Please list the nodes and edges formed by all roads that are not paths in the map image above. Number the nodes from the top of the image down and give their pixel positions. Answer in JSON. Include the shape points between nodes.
* * *
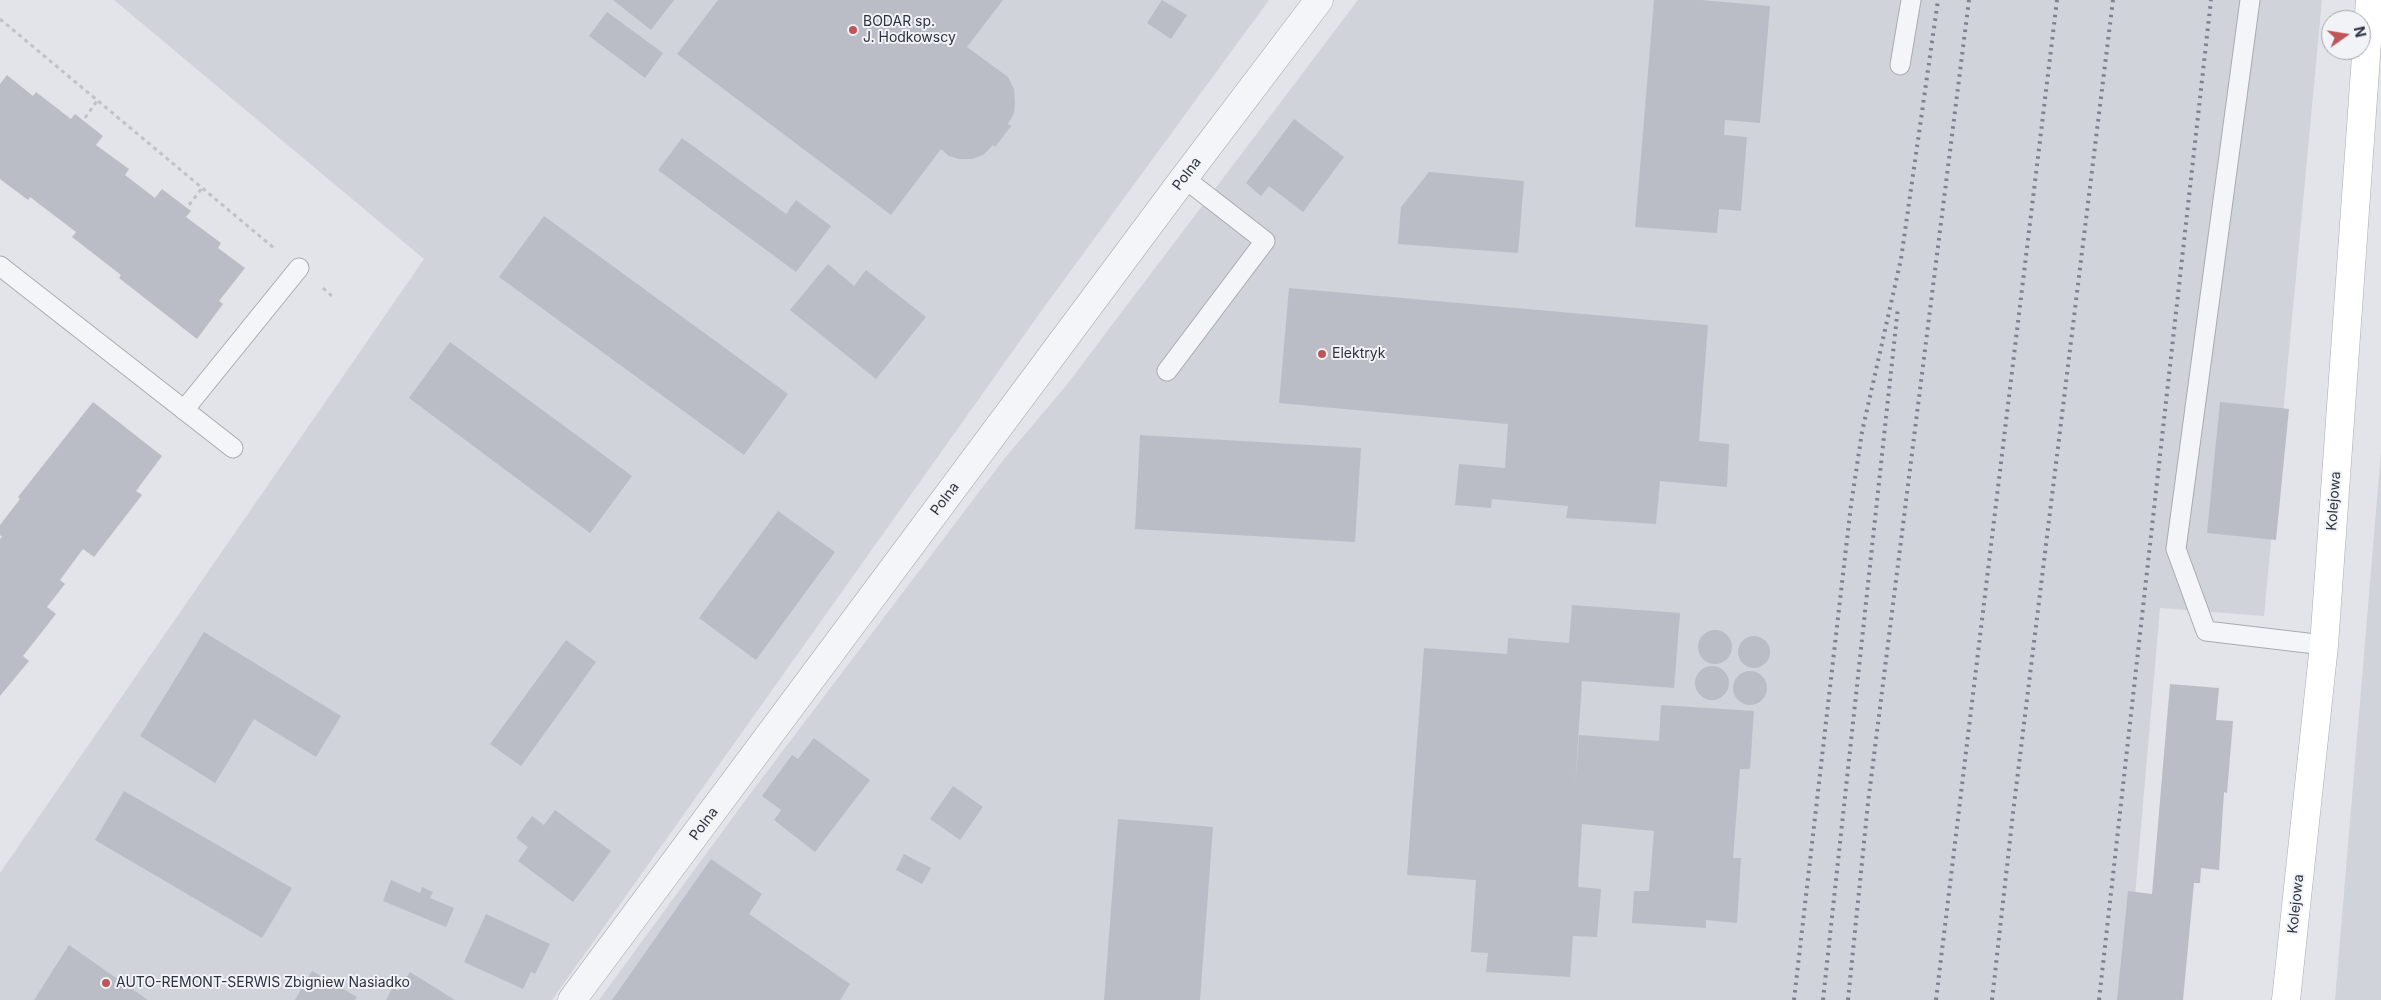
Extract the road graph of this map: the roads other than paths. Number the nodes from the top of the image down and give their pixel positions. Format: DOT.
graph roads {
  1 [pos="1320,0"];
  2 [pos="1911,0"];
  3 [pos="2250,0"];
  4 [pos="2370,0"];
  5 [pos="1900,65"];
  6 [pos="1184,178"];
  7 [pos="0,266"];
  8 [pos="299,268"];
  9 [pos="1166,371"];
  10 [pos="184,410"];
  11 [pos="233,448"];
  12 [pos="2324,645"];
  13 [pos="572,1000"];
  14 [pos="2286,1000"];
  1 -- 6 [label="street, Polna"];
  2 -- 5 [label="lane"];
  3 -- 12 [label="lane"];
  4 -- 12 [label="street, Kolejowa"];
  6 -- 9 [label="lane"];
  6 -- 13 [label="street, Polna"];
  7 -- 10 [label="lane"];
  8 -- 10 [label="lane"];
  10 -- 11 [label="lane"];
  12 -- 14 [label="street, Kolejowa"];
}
--
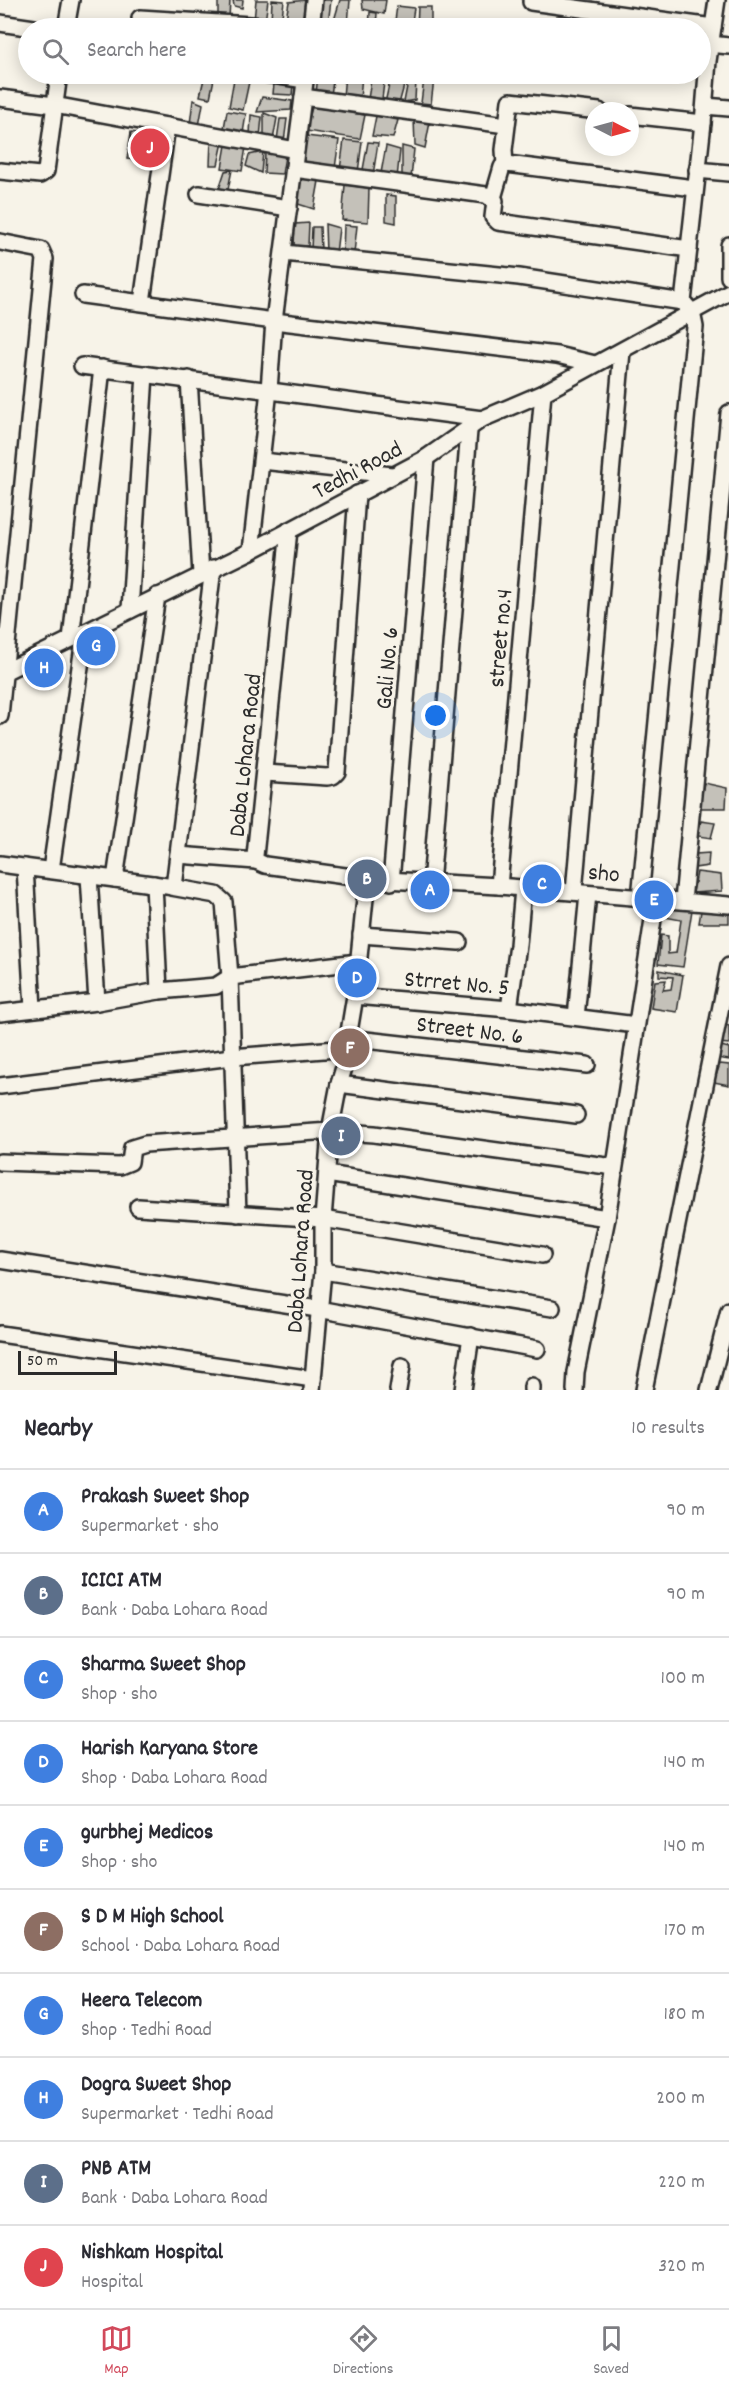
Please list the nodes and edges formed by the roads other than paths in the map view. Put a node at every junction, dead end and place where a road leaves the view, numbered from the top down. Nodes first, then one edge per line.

*Directions for this task*
Only lines containing the word "Please" should appear in the answer, and every such line from the records above must be there.

*Exercise response*
Please list the nodes and edges formed by all roads that are not paths in the map image above. Number the nodes from the top of the image down and give their pixel positions. Answer in JSON. Include the shape points between nodes.
Please list the nodes and edges formed by the roads other than paths in the map view. Put a node at every junction, dead end and place where a road leaves the view, numbered from the top down. Nodes first, then one edge per line.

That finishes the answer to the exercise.